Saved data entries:
#####
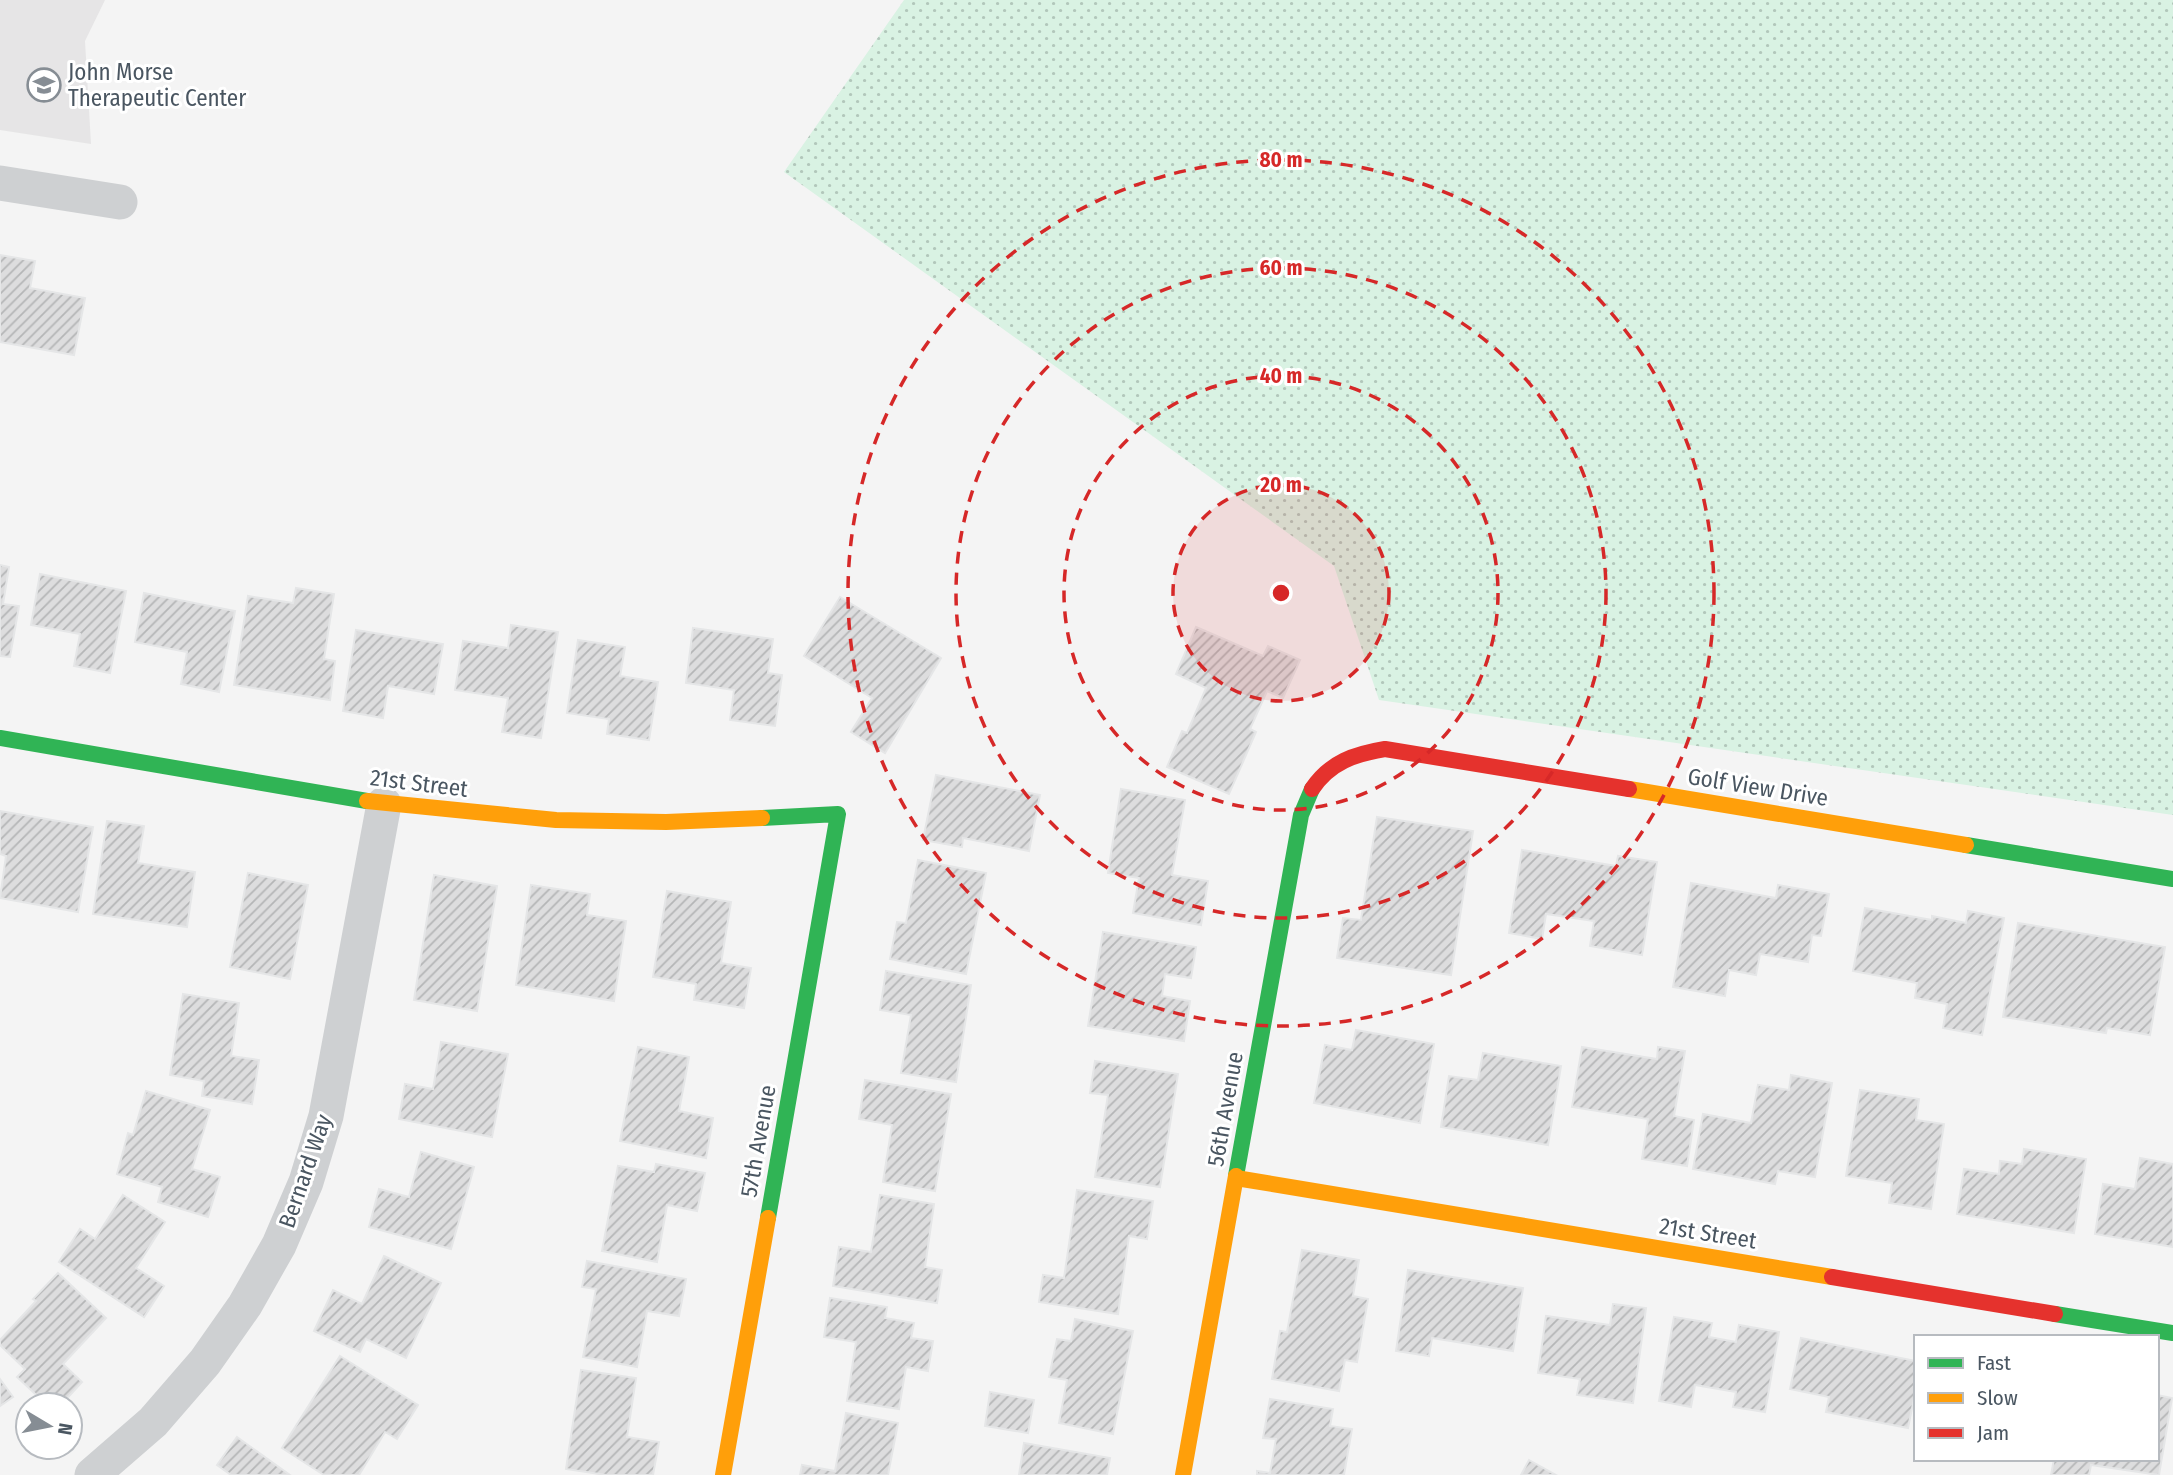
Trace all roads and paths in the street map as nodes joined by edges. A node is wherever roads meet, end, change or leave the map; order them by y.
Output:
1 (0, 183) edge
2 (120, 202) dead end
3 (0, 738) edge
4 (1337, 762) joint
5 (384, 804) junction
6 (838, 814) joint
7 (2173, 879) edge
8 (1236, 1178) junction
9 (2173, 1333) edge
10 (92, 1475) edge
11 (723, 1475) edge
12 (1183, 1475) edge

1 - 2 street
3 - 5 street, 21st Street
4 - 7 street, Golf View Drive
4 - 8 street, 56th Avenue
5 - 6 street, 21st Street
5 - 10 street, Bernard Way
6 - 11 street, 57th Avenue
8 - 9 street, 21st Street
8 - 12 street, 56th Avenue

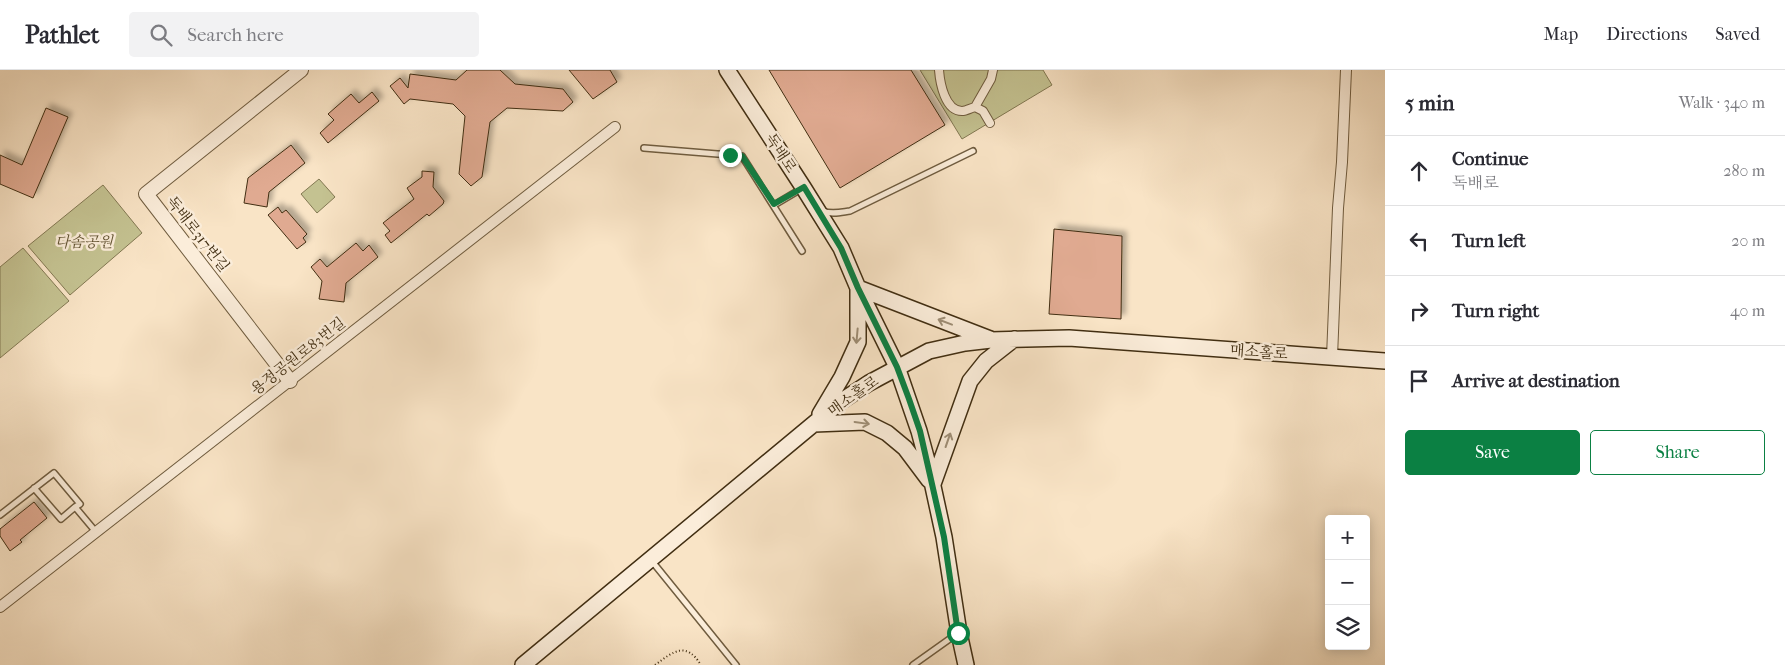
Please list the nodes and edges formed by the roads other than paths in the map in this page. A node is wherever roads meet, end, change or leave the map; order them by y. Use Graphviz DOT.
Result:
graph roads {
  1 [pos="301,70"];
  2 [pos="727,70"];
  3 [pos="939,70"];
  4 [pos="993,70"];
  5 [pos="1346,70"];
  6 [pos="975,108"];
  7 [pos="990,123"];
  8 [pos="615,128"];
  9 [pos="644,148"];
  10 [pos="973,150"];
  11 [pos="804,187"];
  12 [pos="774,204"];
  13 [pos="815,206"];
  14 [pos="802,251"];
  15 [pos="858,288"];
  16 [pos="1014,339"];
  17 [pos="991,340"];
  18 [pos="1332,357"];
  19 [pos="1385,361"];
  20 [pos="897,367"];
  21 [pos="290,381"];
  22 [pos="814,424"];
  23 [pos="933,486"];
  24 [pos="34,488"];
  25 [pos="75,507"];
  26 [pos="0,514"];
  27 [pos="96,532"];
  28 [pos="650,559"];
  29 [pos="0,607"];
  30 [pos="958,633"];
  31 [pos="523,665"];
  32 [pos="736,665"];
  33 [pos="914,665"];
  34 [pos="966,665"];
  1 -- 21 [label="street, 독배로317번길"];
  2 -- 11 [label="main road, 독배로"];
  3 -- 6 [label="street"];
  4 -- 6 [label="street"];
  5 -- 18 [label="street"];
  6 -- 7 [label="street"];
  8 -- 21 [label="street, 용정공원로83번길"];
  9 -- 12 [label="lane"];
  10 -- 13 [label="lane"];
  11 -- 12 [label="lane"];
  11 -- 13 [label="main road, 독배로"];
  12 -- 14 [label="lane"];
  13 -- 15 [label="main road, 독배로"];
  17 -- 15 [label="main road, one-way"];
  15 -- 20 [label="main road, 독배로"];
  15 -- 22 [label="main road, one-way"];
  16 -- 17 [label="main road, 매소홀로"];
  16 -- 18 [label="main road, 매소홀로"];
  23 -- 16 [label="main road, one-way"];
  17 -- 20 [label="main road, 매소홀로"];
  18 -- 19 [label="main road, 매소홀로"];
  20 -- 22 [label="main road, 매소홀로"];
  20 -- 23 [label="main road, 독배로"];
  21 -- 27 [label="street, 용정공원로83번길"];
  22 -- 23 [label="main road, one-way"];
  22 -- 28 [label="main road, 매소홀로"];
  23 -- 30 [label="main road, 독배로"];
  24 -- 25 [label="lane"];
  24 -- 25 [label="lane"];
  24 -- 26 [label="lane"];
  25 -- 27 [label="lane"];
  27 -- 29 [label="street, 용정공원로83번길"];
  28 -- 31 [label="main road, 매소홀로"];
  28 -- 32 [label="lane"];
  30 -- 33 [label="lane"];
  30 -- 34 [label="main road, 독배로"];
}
#####
## [What the task asks]
Could you reproduce the records above exactly, leaving out the pictures?

## [Result below]
Trace all roads and paths in the street map as nodes joined by edges. A node is wherever roads meet, end, change or leave the map; order them by y.
Output:
1 (0, 183) edge
2 (120, 202) dead end
3 (0, 738) edge
4 (1337, 762) joint
5 (384, 804) junction
6 (838, 814) joint
7 (2173, 879) edge
8 (1236, 1178) junction
9 (2173, 1333) edge
10 (92, 1475) edge
11 (723, 1475) edge
12 (1183, 1475) edge

1 - 2 street
3 - 5 street, 21st Street
4 - 7 street, Golf View Drive
4 - 8 street, 56th Avenue
5 - 6 street, 21st Street
5 - 10 street, Bernard Way
6 - 11 street, 57th Avenue
8 - 9 street, 21st Street
8 - 12 street, 56th Avenue

Please list the nodes and edges formed by the roads other than paths in the map in this page. A node is wherever roads meet, end, change or leave the map; order them by y. Use Graphviz DOT.
Result:
graph roads {
  1 [pos="301,70"];
  2 [pos="727,70"];
  3 [pos="939,70"];
  4 [pos="993,70"];
  5 [pos="1346,70"];
  6 [pos="975,108"];
  7 [pos="990,123"];
  8 [pos="615,128"];
  9 [pos="644,148"];
  10 [pos="973,150"];
  11 [pos="804,187"];
  12 [pos="774,204"];
  13 [pos="815,206"];
  14 [pos="802,251"];
  15 [pos="858,288"];
  16 [pos="1014,339"];
  17 [pos="991,340"];
  18 [pos="1332,357"];
  19 [pos="1385,361"];
  20 [pos="897,367"];
  21 [pos="290,381"];
  22 [pos="814,424"];
  23 [pos="933,486"];
  24 [pos="34,488"];
  25 [pos="75,507"];
  26 [pos="0,514"];
  27 [pos="96,532"];
  28 [pos="650,559"];
  29 [pos="0,607"];
  30 [pos="958,633"];
  31 [pos="523,665"];
  32 [pos="736,665"];
  33 [pos="914,665"];
  34 [pos="966,665"];
  1 -- 21 [label="street, 독배로317번길"];
  2 -- 11 [label="main road, 독배로"];
  3 -- 6 [label="street"];
  4 -- 6 [label="street"];
  5 -- 18 [label="street"];
  6 -- 7 [label="street"];
  8 -- 21 [label="street, 용정공원로83번길"];
  9 -- 12 [label="lane"];
  10 -- 13 [label="lane"];
  11 -- 12 [label="lane"];
  11 -- 13 [label="main road, 독배로"];
  12 -- 14 [label="lane"];
  13 -- 15 [label="main road, 독배로"];
  17 -- 15 [label="main road, one-way"];
  15 -- 20 [label="main road, 독배로"];
  15 -- 22 [label="main road, one-way"];
  16 -- 17 [label="main road, 매소홀로"];
  16 -- 18 [label="main road, 매소홀로"];
  23 -- 16 [label="main road, one-way"];
  17 -- 20 [label="main road, 매소홀로"];
  18 -- 19 [label="main road, 매소홀로"];
  20 -- 22 [label="main road, 매소홀로"];
  20 -- 23 [label="main road, 독배로"];
  21 -- 27 [label="street, 용정공원로83번길"];
  22 -- 23 [label="main road, one-way"];
  22 -- 28 [label="main road, 매소홀로"];
  23 -- 30 [label="main road, 독배로"];
  24 -- 25 [label="lane"];
  24 -- 25 [label="lane"];
  24 -- 26 [label="lane"];
  25 -- 27 [label="lane"];
  27 -- 29 [label="street, 용정공원로83번길"];
  28 -- 31 [label="main road, 매소홀로"];
  28 -- 32 [label="lane"];
  30 -- 33 [label="lane"];
  30 -- 34 [label="main road, 독배로"];
}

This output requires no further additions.